Exercise description
When you repeat the records, keep every word exact and drop each picture.

Supplied records
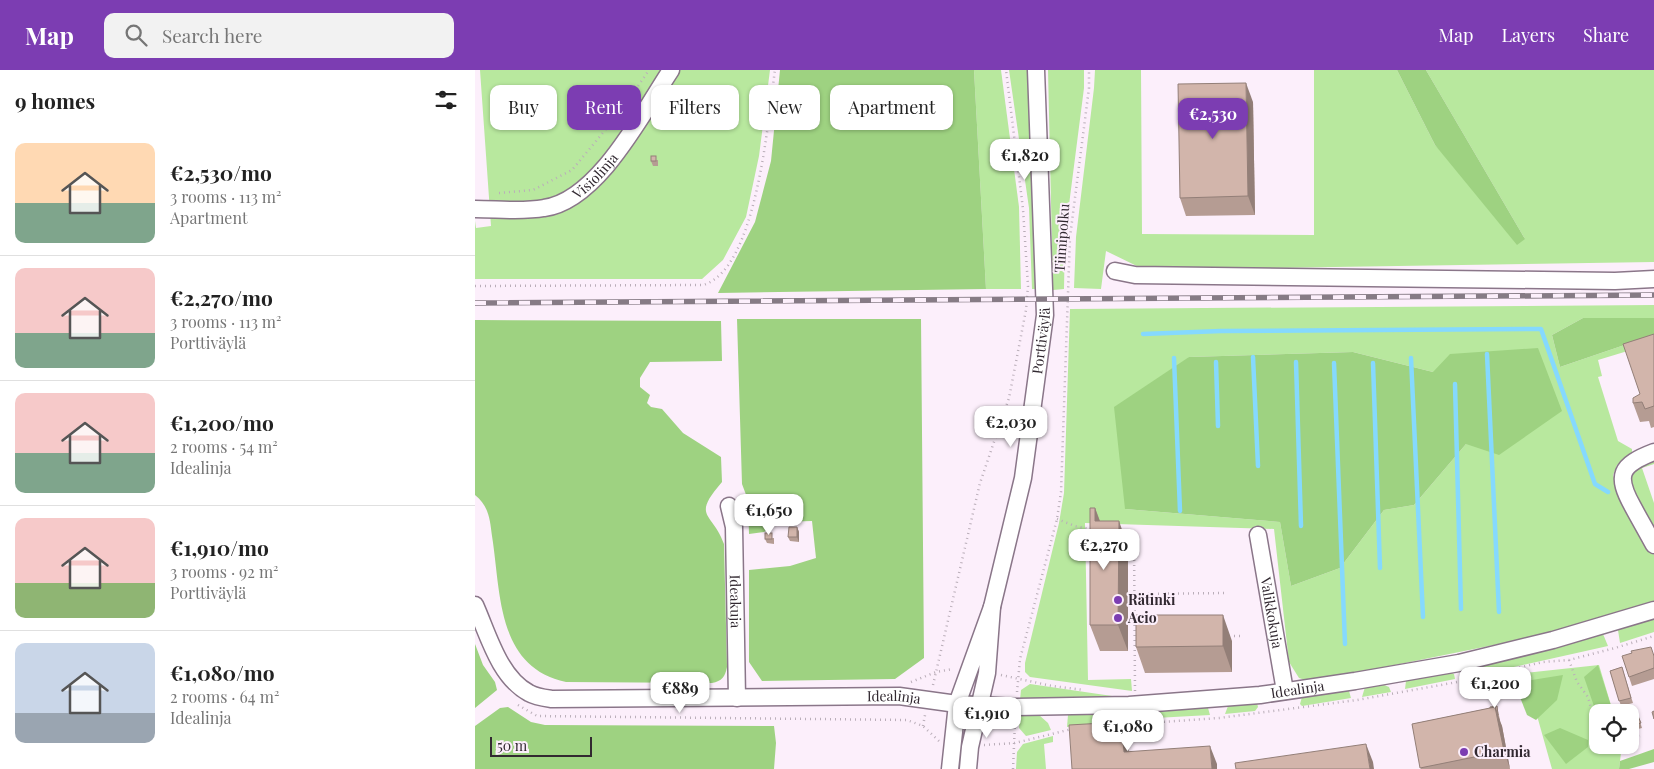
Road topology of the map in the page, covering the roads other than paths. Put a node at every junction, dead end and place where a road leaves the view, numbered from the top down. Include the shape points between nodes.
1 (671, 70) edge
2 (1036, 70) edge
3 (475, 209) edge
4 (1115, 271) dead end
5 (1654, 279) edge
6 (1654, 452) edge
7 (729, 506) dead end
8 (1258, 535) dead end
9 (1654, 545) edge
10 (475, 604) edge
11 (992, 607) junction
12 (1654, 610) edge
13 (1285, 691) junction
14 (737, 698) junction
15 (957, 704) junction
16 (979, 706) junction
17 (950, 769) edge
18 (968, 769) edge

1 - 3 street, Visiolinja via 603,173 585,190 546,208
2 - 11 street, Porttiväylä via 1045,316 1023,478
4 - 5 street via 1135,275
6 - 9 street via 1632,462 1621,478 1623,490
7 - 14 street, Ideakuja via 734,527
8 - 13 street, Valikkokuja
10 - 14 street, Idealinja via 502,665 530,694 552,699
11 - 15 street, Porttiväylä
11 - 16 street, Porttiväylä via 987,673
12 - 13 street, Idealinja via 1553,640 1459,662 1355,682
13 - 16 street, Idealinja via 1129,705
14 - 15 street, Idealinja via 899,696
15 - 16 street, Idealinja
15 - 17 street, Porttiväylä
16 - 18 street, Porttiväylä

Completed exercise
Road topology of the map in the page, covering the roads other than paths. Put a node at every junction, dead end and place where a road leaves the view, numbered from the top down. Include the shape points between nodes.
1 (671, 70) edge
2 (1036, 70) edge
3 (475, 209) edge
4 (1115, 271) dead end
5 (1654, 279) edge
6 (1654, 452) edge
7 (729, 506) dead end
8 (1258, 535) dead end
9 (1654, 545) edge
10 (475, 604) edge
11 (992, 607) junction
12 (1654, 610) edge
13 (1285, 691) junction
14 (737, 698) junction
15 (957, 704) junction
16 (979, 706) junction
17 (950, 769) edge
18 (968, 769) edge

1 - 3 street, Visiolinja via 603,173 585,190 546,208
2 - 11 street, Porttiväylä via 1045,316 1023,478
4 - 5 street via 1135,275
6 - 9 street via 1632,462 1621,478 1623,490
7 - 14 street, Ideakuja via 734,527
8 - 13 street, Valikkokuja
10 - 14 street, Idealinja via 502,665 530,694 552,699
11 - 15 street, Porttiväylä
11 - 16 street, Porttiväylä via 987,673
12 - 13 street, Idealinja via 1553,640 1459,662 1355,682
13 - 16 street, Idealinja via 1129,705
14 - 15 street, Idealinja via 899,696
15 - 16 street, Idealinja
15 - 17 street, Porttiväylä
16 - 18 street, Porttiväylä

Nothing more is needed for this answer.